[Stored items]
━━━━━━━━━━

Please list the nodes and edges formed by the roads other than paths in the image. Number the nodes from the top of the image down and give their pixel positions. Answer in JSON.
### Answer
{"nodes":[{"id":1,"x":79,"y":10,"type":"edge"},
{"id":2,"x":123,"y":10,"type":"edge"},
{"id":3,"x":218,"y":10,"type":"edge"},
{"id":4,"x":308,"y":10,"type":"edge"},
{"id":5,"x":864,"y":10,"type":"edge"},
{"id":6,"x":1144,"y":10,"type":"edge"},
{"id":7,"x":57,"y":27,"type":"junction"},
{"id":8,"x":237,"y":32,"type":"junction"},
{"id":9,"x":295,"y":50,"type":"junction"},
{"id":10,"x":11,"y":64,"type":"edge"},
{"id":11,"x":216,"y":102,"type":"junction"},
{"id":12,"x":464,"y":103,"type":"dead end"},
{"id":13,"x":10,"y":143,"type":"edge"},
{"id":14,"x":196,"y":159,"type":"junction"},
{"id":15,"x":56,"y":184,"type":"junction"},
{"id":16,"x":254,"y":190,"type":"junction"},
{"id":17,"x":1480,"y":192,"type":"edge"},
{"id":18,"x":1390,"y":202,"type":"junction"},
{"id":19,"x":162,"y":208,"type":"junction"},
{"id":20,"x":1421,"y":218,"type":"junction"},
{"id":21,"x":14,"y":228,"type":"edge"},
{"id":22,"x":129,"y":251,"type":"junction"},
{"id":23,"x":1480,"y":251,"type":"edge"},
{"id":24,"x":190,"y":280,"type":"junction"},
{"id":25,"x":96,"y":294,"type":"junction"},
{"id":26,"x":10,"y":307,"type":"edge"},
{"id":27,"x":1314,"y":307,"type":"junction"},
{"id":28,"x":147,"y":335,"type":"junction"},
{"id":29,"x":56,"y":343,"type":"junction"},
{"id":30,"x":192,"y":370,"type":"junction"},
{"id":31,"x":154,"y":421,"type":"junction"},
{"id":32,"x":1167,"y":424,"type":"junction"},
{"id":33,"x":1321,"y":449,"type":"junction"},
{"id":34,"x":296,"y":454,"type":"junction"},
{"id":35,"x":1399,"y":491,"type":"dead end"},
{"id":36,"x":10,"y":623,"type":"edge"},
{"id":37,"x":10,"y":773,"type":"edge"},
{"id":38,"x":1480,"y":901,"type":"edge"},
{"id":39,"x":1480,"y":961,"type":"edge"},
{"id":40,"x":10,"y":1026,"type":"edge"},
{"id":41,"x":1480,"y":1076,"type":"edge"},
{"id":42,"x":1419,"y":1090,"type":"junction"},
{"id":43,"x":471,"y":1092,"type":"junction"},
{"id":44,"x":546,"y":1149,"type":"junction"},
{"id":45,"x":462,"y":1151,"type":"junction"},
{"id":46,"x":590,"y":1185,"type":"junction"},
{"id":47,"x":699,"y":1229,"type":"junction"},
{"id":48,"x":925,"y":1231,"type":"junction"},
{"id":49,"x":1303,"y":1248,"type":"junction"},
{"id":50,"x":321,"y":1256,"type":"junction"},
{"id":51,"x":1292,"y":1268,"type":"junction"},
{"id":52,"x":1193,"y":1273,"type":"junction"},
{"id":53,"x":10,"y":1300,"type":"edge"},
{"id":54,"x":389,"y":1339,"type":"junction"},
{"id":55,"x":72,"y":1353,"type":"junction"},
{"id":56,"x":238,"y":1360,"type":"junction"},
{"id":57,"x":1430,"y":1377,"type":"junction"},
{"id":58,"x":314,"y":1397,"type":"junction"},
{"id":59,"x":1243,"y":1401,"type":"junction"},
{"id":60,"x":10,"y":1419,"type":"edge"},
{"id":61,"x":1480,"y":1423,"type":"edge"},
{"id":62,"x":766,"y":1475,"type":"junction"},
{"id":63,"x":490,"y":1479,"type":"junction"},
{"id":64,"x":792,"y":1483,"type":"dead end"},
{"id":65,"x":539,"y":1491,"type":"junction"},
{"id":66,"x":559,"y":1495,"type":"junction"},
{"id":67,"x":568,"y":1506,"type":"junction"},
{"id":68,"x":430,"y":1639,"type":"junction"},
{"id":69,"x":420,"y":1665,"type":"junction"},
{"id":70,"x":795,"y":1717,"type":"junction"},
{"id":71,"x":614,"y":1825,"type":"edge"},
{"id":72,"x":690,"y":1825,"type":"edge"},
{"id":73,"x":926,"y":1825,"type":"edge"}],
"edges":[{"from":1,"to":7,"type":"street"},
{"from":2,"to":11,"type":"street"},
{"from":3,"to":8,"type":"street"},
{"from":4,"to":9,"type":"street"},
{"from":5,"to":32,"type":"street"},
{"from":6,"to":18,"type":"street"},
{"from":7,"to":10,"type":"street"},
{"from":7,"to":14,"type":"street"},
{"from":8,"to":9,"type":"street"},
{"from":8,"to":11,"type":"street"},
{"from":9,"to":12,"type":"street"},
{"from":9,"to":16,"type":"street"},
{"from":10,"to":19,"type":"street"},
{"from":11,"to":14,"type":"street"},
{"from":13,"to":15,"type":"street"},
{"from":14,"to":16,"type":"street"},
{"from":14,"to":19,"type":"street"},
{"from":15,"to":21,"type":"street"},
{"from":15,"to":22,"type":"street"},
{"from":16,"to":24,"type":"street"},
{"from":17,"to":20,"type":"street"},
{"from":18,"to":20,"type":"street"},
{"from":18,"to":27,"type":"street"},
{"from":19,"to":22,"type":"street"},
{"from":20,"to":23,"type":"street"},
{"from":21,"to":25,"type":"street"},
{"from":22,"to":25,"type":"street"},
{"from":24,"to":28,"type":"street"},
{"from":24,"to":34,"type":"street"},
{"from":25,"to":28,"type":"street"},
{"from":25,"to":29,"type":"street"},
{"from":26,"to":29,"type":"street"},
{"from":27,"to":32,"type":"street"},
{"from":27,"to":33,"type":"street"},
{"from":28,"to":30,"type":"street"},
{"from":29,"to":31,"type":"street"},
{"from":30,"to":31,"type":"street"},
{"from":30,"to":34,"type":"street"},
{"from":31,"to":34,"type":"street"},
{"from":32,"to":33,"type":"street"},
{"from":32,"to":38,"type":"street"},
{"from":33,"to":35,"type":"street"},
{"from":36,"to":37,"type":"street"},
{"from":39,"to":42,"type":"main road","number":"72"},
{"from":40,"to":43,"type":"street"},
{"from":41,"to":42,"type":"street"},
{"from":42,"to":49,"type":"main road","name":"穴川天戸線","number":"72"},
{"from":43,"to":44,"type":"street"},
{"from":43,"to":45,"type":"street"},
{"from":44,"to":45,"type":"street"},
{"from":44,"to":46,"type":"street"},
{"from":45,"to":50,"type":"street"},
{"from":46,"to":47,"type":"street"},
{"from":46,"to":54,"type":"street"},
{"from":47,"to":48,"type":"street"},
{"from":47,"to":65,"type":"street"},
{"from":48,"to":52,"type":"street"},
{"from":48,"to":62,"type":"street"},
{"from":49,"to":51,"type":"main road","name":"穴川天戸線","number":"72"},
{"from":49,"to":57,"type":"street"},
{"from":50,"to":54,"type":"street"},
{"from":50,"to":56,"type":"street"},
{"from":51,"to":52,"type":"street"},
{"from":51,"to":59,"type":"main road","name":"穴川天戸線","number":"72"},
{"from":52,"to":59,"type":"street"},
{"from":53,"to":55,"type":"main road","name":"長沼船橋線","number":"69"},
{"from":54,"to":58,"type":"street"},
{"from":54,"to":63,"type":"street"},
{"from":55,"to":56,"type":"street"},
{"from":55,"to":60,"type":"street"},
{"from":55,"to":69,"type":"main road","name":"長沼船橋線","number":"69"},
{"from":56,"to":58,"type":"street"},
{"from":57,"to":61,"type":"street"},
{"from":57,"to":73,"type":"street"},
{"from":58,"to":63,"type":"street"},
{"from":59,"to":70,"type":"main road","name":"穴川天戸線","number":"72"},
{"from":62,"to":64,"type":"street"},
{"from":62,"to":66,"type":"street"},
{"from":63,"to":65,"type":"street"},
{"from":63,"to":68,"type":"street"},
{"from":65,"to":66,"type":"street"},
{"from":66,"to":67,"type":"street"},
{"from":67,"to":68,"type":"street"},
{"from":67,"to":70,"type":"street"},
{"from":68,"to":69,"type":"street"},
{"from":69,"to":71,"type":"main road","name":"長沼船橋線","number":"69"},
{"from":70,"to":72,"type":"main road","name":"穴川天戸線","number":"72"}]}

━━━━━━━━━━

TO DO: How many lines in the records hold the string "name"? Reply with the number only.

SOLUTION FOR THIS PROBLEM: 8